[Collected data entries]
______________________________

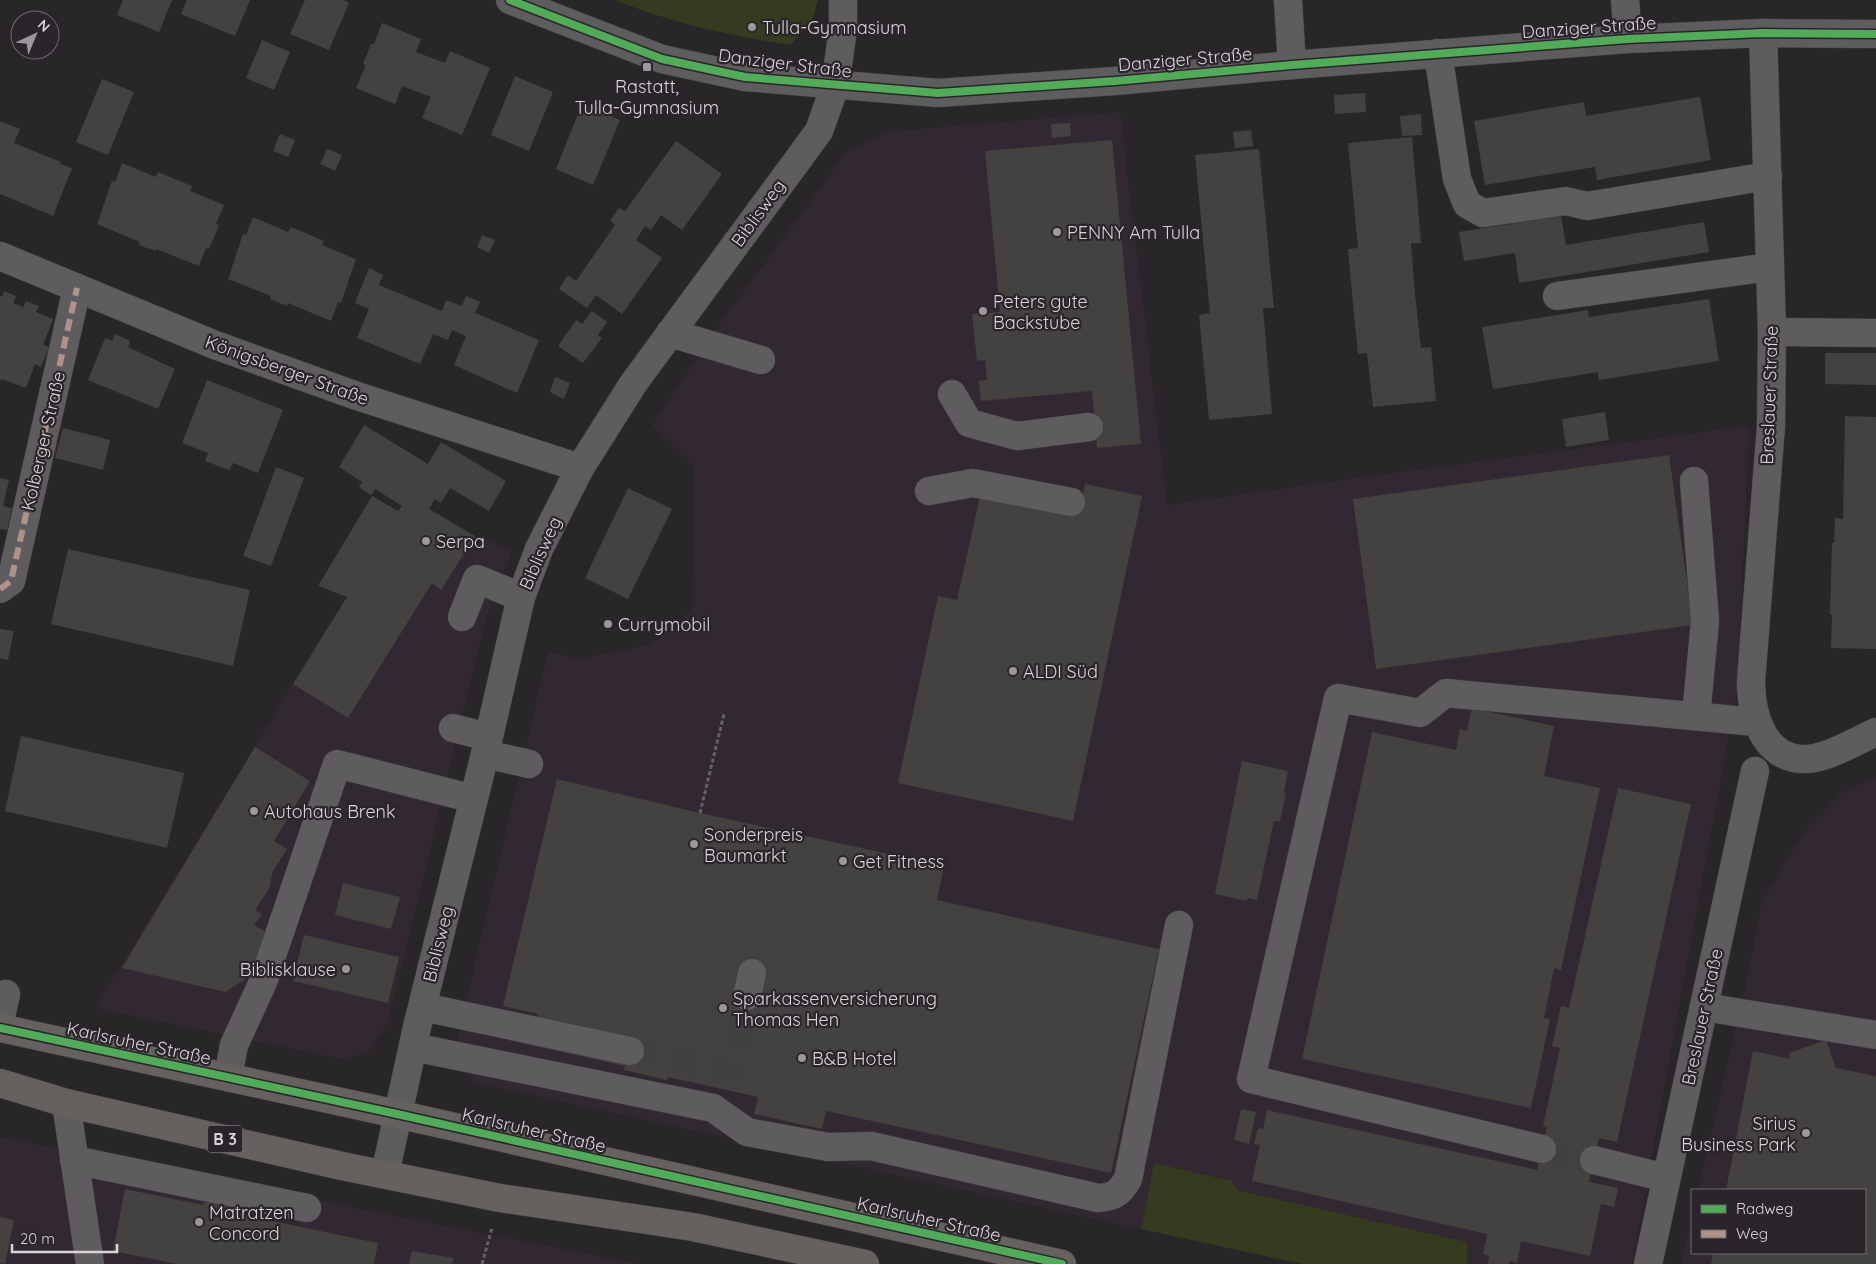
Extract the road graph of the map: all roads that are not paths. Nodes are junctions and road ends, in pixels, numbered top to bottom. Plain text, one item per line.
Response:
1 (510, 0) edge
2 (844, 0) edge
3 (1288, 0) edge
4 (1625, 0) edge
5 (1764, 33) junction
6 (1876, 34) edge
7 (1628, 39) junction
8 (1438, 53) junction
9 (1292, 64) junction
10 (835, 86) junction
11 (1768, 176) junction
12 (0, 256) edge
13 (1770, 267) junction
14 (77, 288) junction
15 (1557, 296) dead end
16 (1772, 332) junction
17 (670, 333) junction
18 (1876, 333) edge
19 (761, 360) dead end
20 (952, 394) dead end
21 (1089, 427) dead end
22 (580, 468) junction
23 (1694, 481) dead end
24 (929, 491) dead end
25 (1071, 502) dead end
26 (0, 589) edge
27 (521, 597) junction
28 (462, 617) dead end
29 (1696, 716) junction
30 (1756, 722) junction
31 (453, 728) dead end
32 (1876, 732) edge
33 (487, 745) junction
34 (528, 764) dead end
35 (1755, 771) dead end
36 (474, 799) junction
37 (1179, 925) dead end
38 (6, 994) dead end
39 (1704, 1007) junction
40 (423, 1008) junction
41 (0, 1021) edge
42 (0, 1028) edge
43 (1876, 1035) edge
44 (413, 1047) junction
45 (630, 1051) tunnel mouth
46 (228, 1077) junction
47 (0, 1083) edge
48 (66, 1103) junction
49 (397, 1114) junction
50 (1542, 1149) tunnel mouth
51 (74, 1160) junction
52 (1594, 1160) tunnel mouth
53 (385, 1174) junction
54 (1666, 1178) junction
55 (306, 1208) dead end
56 (90, 1264) edge
57 (865, 1264) edge
58 (1062, 1264) edge
59 (1648, 1264) edge

1 - 10 street, Danziger Straße
2 - 10 street, Biblisweg
3 - 9 street
4 - 7 street
5 - 6 street, Danziger Straße
5 - 7 street, Danziger Straße
5 - 11 street, Breslauer Straße
7 - 8 street, Danziger Straße
8 - 9 street, Danziger Straße
8 - 11 street
9 - 10 street, Danziger Straße
10 - 17 street, Biblisweg
11 - 13 street, Breslauer Straße
12 - 14 street, Königsberger Straße
13 - 15 street
13 - 16 street, Breslauer Straße
14 - 22 street, Königsberger Straße
14 - 26 street, Kolberger Straße
16 - 18 street
16 - 30 street, Breslauer Straße
17 - 19 street
17 - 22 street, Biblisweg
20 - 21 street
22 - 27 street, Biblisweg
23 - 29 street
24 - 25 street
27 - 28 street
27 - 33 street, Biblisweg
29 - 30 street
29 - 50 street
30 - 32 street, Breslauer Straße
31 - 33 street
33 - 34 street
33 - 36 street, Biblisweg
35 - 39 street, Breslauer Straße
36 - 40 street, Biblisweg
36 - 46 street
37 - 44 street
38 - 41 street
39 - 43 street
39 - 54 street, Breslauer Straße
40 - 44 street, Biblisweg
40 - 45 street
42 - 46 main road, Karlsruher Straße
44 - 49 street, Biblisweg
46 - 49 main road, Karlsruher Straße
47 - 48 main road, B 3
48 - 51 street
48 - 53 main road, B 3
49 - 53 street, Biblisweg
49 - 58 main road, Karlsruher Straße
51 - 55 street
51 - 56 street
52 - 54 street
53 - 57 main road, B 3
54 - 59 street, Breslauer Straße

______________________________

Required action: When you copy the entries, keep every word exactly as it stands and drop any pictures.

Final answer:
Extract the road graph of the map: all roads that are not paths. Nodes are junctions and road ends, in pixels, numbered top to bottom. Plain text, one item per line.
Response:
1 (510, 0) edge
2 (844, 0) edge
3 (1288, 0) edge
4 (1625, 0) edge
5 (1764, 33) junction
6 (1876, 34) edge
7 (1628, 39) junction
8 (1438, 53) junction
9 (1292, 64) junction
10 (835, 86) junction
11 (1768, 176) junction
12 (0, 256) edge
13 (1770, 267) junction
14 (77, 288) junction
15 (1557, 296) dead end
16 (1772, 332) junction
17 (670, 333) junction
18 (1876, 333) edge
19 (761, 360) dead end
20 (952, 394) dead end
21 (1089, 427) dead end
22 (580, 468) junction
23 (1694, 481) dead end
24 (929, 491) dead end
25 (1071, 502) dead end
26 (0, 589) edge
27 (521, 597) junction
28 (462, 617) dead end
29 (1696, 716) junction
30 (1756, 722) junction
31 (453, 728) dead end
32 (1876, 732) edge
33 (487, 745) junction
34 (528, 764) dead end
35 (1755, 771) dead end
36 (474, 799) junction
37 (1179, 925) dead end
38 (6, 994) dead end
39 (1704, 1007) junction
40 (423, 1008) junction
41 (0, 1021) edge
42 (0, 1028) edge
43 (1876, 1035) edge
44 (413, 1047) junction
45 (630, 1051) tunnel mouth
46 (228, 1077) junction
47 (0, 1083) edge
48 (66, 1103) junction
49 (397, 1114) junction
50 (1542, 1149) tunnel mouth
51 (74, 1160) junction
52 (1594, 1160) tunnel mouth
53 (385, 1174) junction
54 (1666, 1178) junction
55 (306, 1208) dead end
56 (90, 1264) edge
57 (865, 1264) edge
58 (1062, 1264) edge
59 (1648, 1264) edge

1 - 10 street, Danziger Straße
2 - 10 street, Biblisweg
3 - 9 street
4 - 7 street
5 - 6 street, Danziger Straße
5 - 7 street, Danziger Straße
5 - 11 street, Breslauer Straße
7 - 8 street, Danziger Straße
8 - 9 street, Danziger Straße
8 - 11 street
9 - 10 street, Danziger Straße
10 - 17 street, Biblisweg
11 - 13 street, Breslauer Straße
12 - 14 street, Königsberger Straße
13 - 15 street
13 - 16 street, Breslauer Straße
14 - 22 street, Königsberger Straße
14 - 26 street, Kolberger Straße
16 - 18 street
16 - 30 street, Breslauer Straße
17 - 19 street
17 - 22 street, Biblisweg
20 - 21 street
22 - 27 street, Biblisweg
23 - 29 street
24 - 25 street
27 - 28 street
27 - 33 street, Biblisweg
29 - 30 street
29 - 50 street
30 - 32 street, Breslauer Straße
31 - 33 street
33 - 34 street
33 - 36 street, Biblisweg
35 - 39 street, Breslauer Straße
36 - 40 street, Biblisweg
36 - 46 street
37 - 44 street
38 - 41 street
39 - 43 street
39 - 54 street, Breslauer Straße
40 - 44 street, Biblisweg
40 - 45 street
42 - 46 main road, Karlsruher Straße
44 - 49 street, Biblisweg
46 - 49 main road, Karlsruher Straße
47 - 48 main road, B 3
48 - 51 street
48 - 53 main road, B 3
49 - 53 street, Biblisweg
49 - 58 main road, Karlsruher Straße
51 - 55 street
51 - 56 street
52 - 54 street
53 - 57 main road, B 3
54 - 59 street, Breslauer Straße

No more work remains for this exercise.